Work to be completed => From the material beneath, pull every line with the word "Conistan".

Exercise inputs =>
--------------------------------------------------
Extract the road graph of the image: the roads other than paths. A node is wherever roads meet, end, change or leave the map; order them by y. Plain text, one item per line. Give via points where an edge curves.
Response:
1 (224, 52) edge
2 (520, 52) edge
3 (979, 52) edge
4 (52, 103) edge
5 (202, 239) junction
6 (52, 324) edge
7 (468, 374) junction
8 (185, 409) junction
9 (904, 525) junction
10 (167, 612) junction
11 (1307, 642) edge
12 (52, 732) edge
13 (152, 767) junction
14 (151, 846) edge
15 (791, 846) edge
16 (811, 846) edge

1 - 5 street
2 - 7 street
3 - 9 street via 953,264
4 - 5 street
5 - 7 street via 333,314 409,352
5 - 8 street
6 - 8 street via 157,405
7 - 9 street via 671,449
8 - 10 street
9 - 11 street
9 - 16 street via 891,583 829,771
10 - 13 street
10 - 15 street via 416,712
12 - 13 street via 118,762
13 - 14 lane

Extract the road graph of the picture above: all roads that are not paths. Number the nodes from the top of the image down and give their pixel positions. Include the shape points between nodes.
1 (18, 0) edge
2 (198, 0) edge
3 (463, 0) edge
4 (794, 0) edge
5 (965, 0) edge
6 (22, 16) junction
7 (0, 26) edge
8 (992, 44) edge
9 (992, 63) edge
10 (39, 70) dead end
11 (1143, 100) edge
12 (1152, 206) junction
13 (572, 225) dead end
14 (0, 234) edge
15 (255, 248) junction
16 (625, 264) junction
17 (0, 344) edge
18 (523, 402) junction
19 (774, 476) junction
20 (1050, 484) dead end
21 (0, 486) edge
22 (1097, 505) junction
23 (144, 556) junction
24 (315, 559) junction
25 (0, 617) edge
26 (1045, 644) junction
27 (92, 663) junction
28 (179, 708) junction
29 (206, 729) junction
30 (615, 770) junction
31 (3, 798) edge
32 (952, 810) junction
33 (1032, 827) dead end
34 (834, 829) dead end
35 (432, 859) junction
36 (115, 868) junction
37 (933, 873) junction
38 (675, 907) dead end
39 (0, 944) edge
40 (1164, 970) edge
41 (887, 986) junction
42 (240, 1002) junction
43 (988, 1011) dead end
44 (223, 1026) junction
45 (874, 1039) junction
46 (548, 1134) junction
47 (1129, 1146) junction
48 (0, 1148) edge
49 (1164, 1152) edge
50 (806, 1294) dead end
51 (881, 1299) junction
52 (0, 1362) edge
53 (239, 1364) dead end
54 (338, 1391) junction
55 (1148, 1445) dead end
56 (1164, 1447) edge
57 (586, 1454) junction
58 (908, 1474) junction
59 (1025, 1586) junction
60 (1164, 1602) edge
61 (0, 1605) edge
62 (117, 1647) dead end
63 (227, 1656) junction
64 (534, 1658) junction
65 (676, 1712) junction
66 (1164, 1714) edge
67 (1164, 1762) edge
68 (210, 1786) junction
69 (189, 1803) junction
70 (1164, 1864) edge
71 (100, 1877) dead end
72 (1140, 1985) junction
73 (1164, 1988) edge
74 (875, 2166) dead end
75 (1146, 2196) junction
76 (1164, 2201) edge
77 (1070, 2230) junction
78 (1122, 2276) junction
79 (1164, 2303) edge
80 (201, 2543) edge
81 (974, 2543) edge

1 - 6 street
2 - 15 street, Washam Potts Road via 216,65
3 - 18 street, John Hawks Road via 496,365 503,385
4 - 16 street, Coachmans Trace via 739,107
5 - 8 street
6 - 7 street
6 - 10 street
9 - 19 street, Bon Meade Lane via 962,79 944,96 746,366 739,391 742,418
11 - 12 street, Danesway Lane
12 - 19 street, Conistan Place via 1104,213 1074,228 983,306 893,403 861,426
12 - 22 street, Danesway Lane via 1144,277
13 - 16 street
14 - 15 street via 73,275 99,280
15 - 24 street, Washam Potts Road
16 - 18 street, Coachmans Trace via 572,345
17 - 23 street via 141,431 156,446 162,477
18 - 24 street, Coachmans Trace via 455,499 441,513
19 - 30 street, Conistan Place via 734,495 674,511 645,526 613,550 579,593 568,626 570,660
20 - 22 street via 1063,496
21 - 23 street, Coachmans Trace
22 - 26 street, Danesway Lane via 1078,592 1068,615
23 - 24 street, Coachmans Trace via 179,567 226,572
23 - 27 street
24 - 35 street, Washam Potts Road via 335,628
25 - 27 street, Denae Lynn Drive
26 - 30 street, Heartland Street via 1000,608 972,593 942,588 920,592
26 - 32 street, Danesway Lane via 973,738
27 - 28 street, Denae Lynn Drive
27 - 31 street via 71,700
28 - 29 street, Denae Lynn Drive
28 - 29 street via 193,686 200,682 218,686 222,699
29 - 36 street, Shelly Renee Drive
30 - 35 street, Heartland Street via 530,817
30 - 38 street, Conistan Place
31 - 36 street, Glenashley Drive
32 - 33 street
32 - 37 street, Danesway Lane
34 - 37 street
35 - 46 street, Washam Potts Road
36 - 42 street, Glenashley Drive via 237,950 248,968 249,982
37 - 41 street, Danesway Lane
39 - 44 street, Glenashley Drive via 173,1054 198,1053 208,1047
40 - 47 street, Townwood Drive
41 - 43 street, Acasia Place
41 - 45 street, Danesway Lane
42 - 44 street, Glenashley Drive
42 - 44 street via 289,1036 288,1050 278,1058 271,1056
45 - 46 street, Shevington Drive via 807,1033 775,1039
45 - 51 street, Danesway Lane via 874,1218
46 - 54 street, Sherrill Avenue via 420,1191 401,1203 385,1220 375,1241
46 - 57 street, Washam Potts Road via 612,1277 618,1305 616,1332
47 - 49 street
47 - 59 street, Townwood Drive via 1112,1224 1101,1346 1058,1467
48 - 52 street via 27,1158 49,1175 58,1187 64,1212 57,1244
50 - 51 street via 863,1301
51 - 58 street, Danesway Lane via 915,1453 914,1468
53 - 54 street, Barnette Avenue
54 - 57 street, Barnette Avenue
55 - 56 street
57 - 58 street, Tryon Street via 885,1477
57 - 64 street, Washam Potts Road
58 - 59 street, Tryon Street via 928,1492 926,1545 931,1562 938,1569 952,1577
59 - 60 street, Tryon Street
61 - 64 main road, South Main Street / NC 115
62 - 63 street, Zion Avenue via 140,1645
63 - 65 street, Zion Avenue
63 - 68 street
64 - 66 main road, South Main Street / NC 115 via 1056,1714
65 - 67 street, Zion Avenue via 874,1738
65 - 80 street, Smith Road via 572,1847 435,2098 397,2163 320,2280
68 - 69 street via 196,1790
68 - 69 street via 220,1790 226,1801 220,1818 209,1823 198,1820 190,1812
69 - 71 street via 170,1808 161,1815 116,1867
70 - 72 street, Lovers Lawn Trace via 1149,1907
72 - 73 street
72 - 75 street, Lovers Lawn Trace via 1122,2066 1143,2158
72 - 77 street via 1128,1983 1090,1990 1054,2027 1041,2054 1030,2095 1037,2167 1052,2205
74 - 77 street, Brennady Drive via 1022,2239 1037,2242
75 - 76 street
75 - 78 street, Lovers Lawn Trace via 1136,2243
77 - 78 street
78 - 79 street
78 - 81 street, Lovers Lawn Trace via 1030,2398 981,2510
--------------------------------------------------
The completed task =>
12 - 19 street, Conistan Place via 1104,213 1074,228 983,306 893,403 861,426
19 - 30 street, Conistan Place via 734,495 674,511 645,526 613,550 579,593 568,626 570,660
30 - 38 street, Conistan Place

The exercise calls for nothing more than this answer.